**PROBLEM DETAILS**
For the data below, give the number of lines containing "junctions" and nothing more.

-------

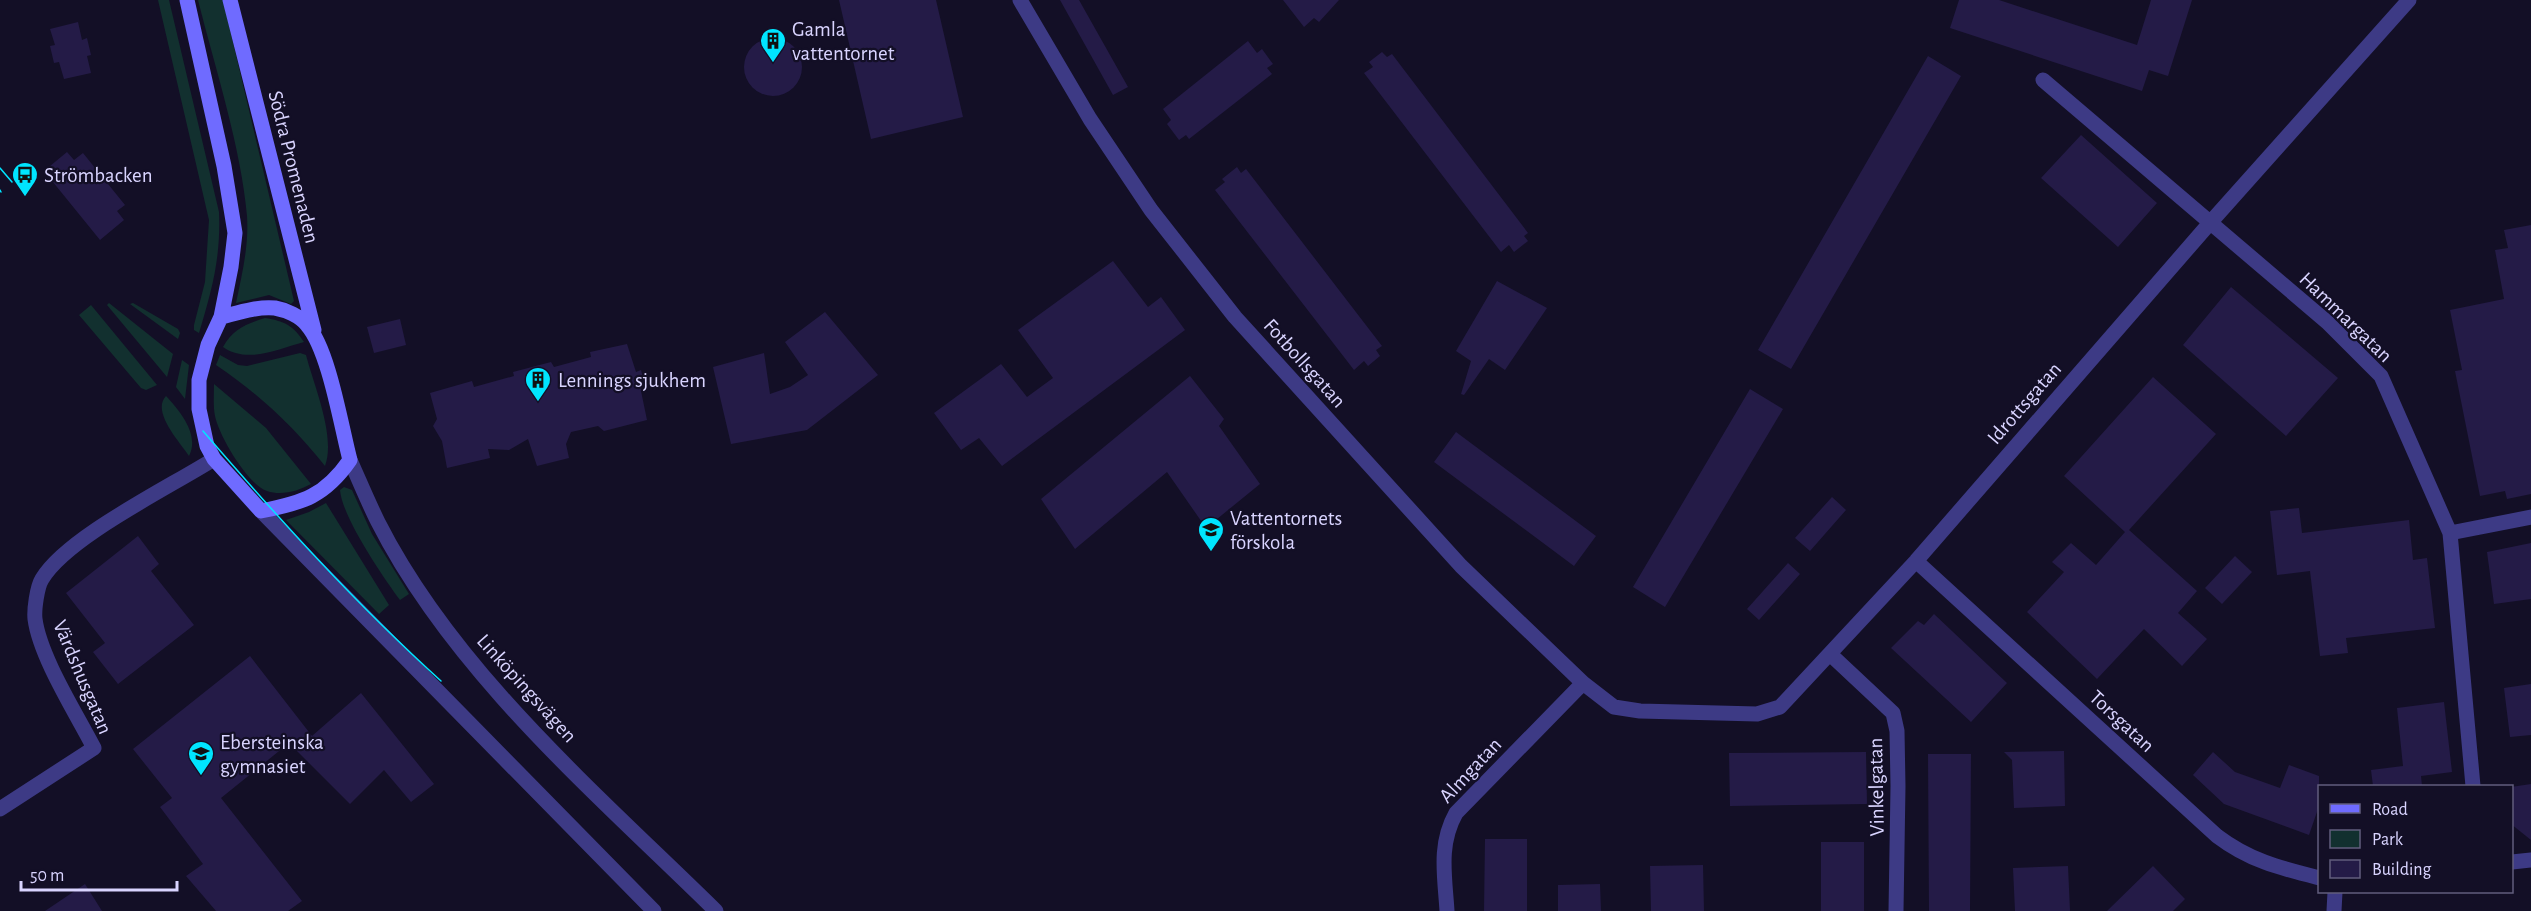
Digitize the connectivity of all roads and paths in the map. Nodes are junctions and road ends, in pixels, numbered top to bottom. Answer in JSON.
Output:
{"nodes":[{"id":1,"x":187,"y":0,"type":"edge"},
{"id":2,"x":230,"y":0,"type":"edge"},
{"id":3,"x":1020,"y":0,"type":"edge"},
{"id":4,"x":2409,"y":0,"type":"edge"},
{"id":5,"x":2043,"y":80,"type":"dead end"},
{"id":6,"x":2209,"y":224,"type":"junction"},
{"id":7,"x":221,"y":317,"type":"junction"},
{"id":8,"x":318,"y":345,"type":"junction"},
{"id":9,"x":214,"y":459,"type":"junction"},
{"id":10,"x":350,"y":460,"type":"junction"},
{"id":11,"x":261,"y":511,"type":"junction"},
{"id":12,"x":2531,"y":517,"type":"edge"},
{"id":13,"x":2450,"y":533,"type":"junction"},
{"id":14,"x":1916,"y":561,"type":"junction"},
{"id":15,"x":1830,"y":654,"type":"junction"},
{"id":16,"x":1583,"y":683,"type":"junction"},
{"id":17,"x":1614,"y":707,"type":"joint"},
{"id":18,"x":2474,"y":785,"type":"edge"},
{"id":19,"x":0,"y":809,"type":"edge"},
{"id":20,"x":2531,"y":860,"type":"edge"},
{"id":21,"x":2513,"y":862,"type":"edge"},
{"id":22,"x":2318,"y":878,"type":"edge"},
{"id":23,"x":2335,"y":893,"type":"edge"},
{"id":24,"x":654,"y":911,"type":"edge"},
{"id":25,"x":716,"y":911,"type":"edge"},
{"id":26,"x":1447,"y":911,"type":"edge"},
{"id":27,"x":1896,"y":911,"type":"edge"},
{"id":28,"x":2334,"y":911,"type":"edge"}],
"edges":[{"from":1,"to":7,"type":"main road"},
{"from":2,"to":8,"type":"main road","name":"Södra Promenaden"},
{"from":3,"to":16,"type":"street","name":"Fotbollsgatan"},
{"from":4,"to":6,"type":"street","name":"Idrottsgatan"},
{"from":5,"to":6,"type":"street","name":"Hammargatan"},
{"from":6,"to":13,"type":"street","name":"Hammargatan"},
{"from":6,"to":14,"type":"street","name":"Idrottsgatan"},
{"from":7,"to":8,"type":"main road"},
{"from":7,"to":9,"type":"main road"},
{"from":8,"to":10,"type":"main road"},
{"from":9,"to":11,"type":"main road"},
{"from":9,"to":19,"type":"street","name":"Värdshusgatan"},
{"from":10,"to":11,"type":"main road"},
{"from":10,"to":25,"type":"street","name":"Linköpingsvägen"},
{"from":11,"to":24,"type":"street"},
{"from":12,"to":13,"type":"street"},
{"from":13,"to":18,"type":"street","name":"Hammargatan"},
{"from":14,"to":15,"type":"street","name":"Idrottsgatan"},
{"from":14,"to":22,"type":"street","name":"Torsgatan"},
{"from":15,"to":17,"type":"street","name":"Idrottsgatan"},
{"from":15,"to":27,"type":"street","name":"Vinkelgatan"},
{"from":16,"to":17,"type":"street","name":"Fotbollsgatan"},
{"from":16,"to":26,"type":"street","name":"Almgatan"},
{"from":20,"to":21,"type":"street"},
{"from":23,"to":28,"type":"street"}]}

-------

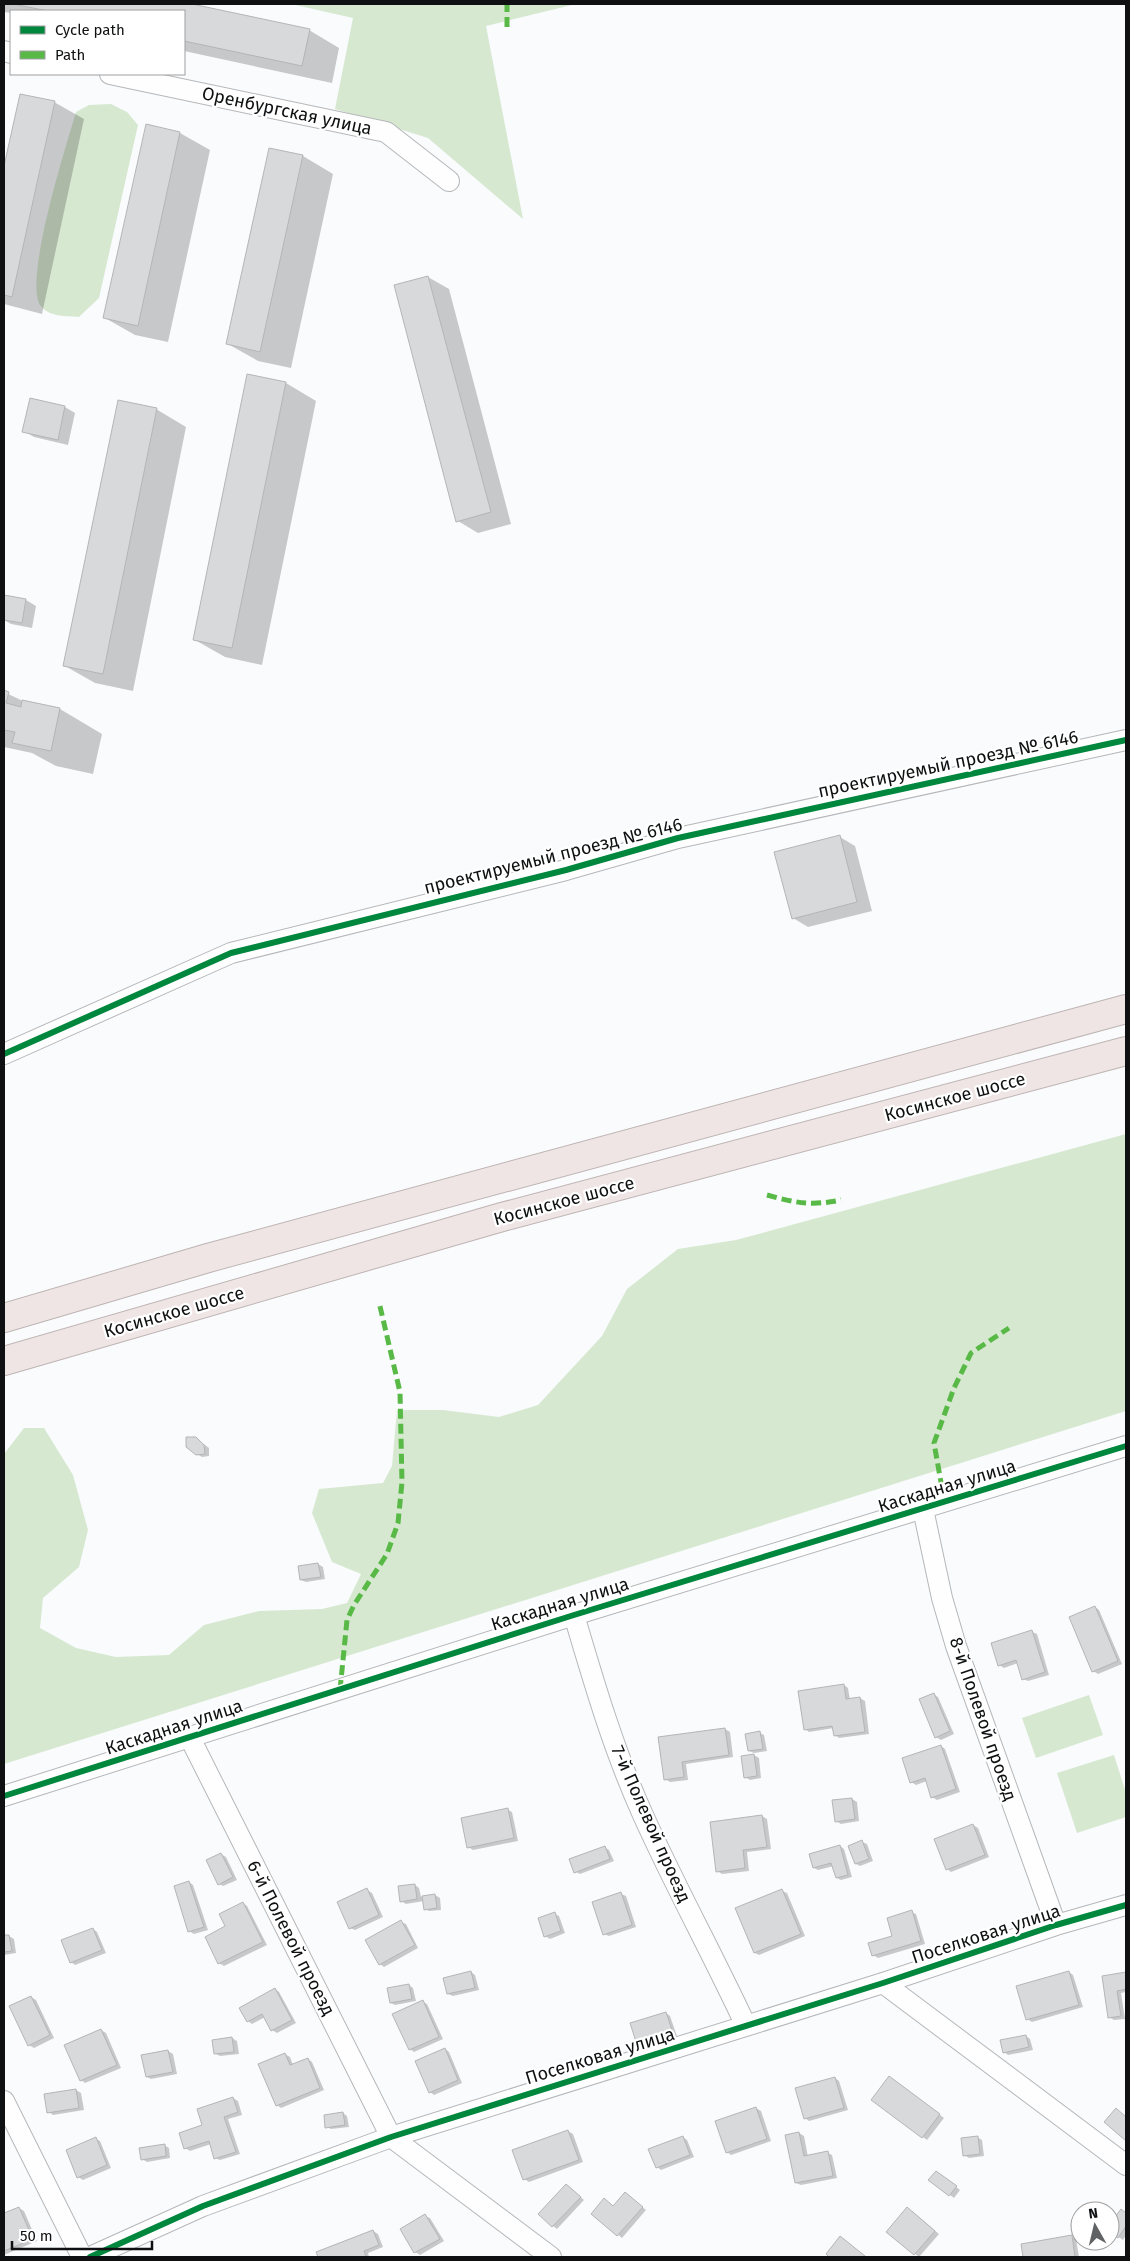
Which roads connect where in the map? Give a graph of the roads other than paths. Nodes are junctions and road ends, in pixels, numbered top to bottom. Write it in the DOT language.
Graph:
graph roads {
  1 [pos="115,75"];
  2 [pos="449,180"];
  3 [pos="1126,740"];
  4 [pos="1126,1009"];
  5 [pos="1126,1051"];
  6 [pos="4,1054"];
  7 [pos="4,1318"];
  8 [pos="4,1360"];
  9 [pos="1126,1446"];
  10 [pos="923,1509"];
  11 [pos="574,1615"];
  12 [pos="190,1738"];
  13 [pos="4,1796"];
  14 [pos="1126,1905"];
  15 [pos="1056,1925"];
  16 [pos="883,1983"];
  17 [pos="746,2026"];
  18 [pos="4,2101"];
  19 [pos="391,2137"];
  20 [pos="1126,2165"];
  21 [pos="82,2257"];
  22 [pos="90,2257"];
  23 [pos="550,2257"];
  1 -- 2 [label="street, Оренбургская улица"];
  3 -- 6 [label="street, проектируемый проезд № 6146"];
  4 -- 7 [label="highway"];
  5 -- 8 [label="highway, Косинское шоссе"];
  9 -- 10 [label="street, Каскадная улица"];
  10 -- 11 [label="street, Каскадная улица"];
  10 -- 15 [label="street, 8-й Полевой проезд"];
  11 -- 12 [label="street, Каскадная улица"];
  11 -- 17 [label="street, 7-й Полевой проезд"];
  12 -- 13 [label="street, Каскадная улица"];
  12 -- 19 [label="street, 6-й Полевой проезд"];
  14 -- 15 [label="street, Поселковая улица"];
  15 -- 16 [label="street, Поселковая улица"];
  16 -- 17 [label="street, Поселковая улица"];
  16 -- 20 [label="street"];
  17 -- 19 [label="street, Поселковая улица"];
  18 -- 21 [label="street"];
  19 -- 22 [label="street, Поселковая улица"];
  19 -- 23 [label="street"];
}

-------

**ANSWER BOX**
2